Rampart Productions is a typical example. It was formed in 1947 by Joan Fontaine with her husband, the producer William Dozier, after her contract with David O. Selznick finally expired. She loathed some of the films Selznick had sent her out on, so the first production of her own company, Letter from an Unknown Woman, was an expensive and artistically ambitious one, directed by the brilliant Max Ophuls. “Expensive and artistically ambitious” is another way of saying “very risky.” They followed up with You Gotta Stay Happy, a comedy with James Stewart, no doubt trying to balance that risk with a film more likely to please the public. Both were released through Universal-International, which may have been alright for the comedy, but was assuredly not the best choice for such a sophisticated work as Letter from an Unknown Woman. As it was, the film took such a beating that Rampart couldn’t survive.



8:14 PM  
Blogger John McElwee said...

Dan Mercer and Part Two on postwar independent filmmakers.


I see that Ophuls also directed the intriguing Caught for Enterprise, and that it, too, was a commercial disappointment. Evidently he didn’t have the common touch, however much his films are celebrated today, though working for an independent meant that he could make a personal work, but also that the studio distributing it wouldn’t necessarily be sympathetic to his vision.



Less typical was Hill-Hecht-Lancaster Productions, formed by writer James Hill, producer Harold Hecht, and movie star Burt Lancaster. Releasing through United Artists, it had one profitable picture after another, including Marty, Vera Cruz, Sweet Smell of Success, and Run Silent, Run Deep before finally stumbling with The Unforgiven in 1960, after which they wrapped it up.



David O. Selznick was shrewd enough to appreciate the benefits of releasing his own productions, so he formed the Selznick Releasing Organization in 1946 to handle Duel in the Sun. To do so, however, he had to walk out on the distribution arrangement he had with United Artists, which brought its most prominent stockholder, one Charles Chaplin, to a state of apoplexy. As it was, however, SRO was never a profitable enterprise for Selznick. He never made enough films himself through his production company, Vanguard Films, to make it worthwhile, and he was never able to interest the independent producers into entering into those lucrative, one-sided deals the major studios did, since he didn’t have the same extensive network of exchanges to tempt them with.

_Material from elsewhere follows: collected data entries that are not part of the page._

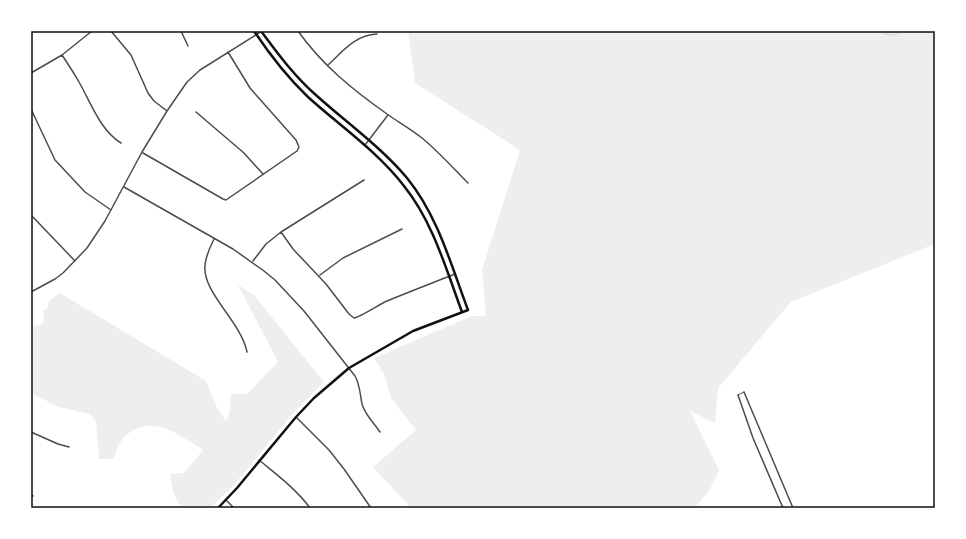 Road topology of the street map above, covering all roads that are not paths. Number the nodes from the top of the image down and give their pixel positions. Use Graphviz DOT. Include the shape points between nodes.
graph roads {
  1 [pos="92,31"];
  2 [pos="111,31"];
  3 [pos="182,31"];
  4 [pos="254,31"];
  5 [pos="261,31"];
  6 [pos="298,31"];
  7 [pos="256,34"];
  8 [pos="377,34"];
  9 [pos="188,46"];
  10 [pos="228,52"];
  11 [pos="62,55"];
  12 [pos="328,66"];
  13 [pos="31,73"];
  14 [pos="31,109"];
  15 [pos="167,111"];
  16 [pos="196,112"];
  17 [pos="388,115"];
  18 [pos="368,140"];
  19 [pos="121,143"];
  20 [pos="364,145"];
  21 [pos="142,152"];
  22 [pos="263,174"];
  23 [pos="364,180"];
  24 [pos="468,183"];
  25 [pos="124,187"];
  26 [pos="111,210"];
  27 [pos="31,215"];
  28 [pos="402,230"];
  29 [pos="281,232"];
  30 [pos="214,239"];
  31 [pos="75,261"];
  32 [pos="252,262"];
  33 [pos="455,274"];
  34 [pos="320,275"];
  35 [pos="449,277"];
  36 [pos="31,292"];
  37 [pos="462,312"];
  38 [pos="247,352"];
  39 [pos="349,368"];
  40 [pos="744,392"];
  41 [pos="738,395"];
  42 [pos="296,417"];
  43 [pos="31,432"];
  44 [pos="380,432"];
  45 [pos="69,447"];
  46 [pos="259,460"];
  47 [pos="226,500"];
  48 [pos="218,508"];
  49 [pos="234,508"];
  50 [pos="310,508"];
  51 [pos="371,508"];
  52 [pos="784,508"];
  53 [pos="792,508"];
  1 -- 11 [label="street"];
  2 -- 15 [label="street" via="131,55 148,93"];
  3 -- 9 [label="street"];
  4 -- 7 [label="main road"];
  5 -- 7 [label="street"];
  5 -- 18 [label="main road" via="304,84"];
  6 -- 12 [label="street"];
  7 -- 10 [label="street"];
  7 -- 20 [label="main road" via="299,88"];
  8 -- 12 [label="street" via="367,34 356,40"];
  10 -- 15 [label="street" via="190,79"];
  10 -- 22 [label="street" via="250,88 296,140 299,147 292,155"];
  11 -- 13 [label="street"];
  11 -- 19 [label="street" via="104,126"];
  12 -- 17 [label="street" via="351,88"];
  14 -- 26 [label="street" via="55,160 85,192"];
  15 -- 21 [label="street"];
  16 -- 22 [label="street" via="244,152"];
  17 -- 18 [label="street"];
  17 -- 24 [label="street" via="436,150"];
  18 -- 20 [label="street"];
  18 -- 33 [label="main road" via="388,157 420,197 440,235"];
  20 -- 35 [label="main road" via="392,171 416,203 435,238"];
  21 -- 22 [label="street" via="223,200"];
  21 -- 25 [label="street"];
  23 -- 29 [label="street"];
  25 -- 26 [label="street"];
  25 -- 30 [label="street"];
  26 -- 31 [label="street" via="96,236"];
  27 -- 31 [label="street"];
  28 -- 34 [label="street" via="343,258"];
  29 -- 32 [label="street" via="269,241"];
  29 -- 34 [label="street" via="293,249"];
  30 -- 32 [label="street"];
  30 -- 38 [label="street" via="206,256 205,274 212,291 241,332"];
  31 -- 36 [label="street" via="55,279"];
  32 -- 39 [label="street" via="275,280 296,302"];
  33 -- 35 [label="street"];
  33 -- 37 [label="main road" via="468,310"];
  34 -- 35 [label="street" via="354,318 386,302"];
  35 -- 37 [label="main road"];
  37 -- 39 [label="main road" via="413,331"];
  39 -- 42 [label="main road"];
  39 -- 44 [label="street" via="358,382 365,411"];
  40 -- 41 [label="lane"];
  40 -- 53 [label="street"];
  41 -- 52 [label="street" via="753,438"];
  42 -- 46 [label="main road"];
  42 -- 51 [label="street" via="329,450"];
  43 -- 45 [label="street"];
  46 -- 47 [label="main road"];
  46 -- 50 [label="street" via="285,481"];
  47 -- 48 [label="main road"];
  47 -- 49 [label="street"];
}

The one independent producer who escaped this trap was Walt Disney. Beginning with his Silly Symphonies, he’d been releasing his productions through Columbia Pictures, then United Artists, and finally RKO Radio Pictures, and had made better and better deals all along the way, especially with RKO, since his pictures were far more popular than anything it was making. When there was a dispute over the value of his True-Life Adventures series, however, he and his brother Roy put together Buena Vista Distribution, named after the street running in front of his studio. Its first big release was 20,000 Leagues Under the Sea, and between new productions and the re-releases of such perennials as Snow White and the Seven Dwarfs and Pinnochio, Buena Vista allowed Disney at last to obtain a most satisfactory return on his creations.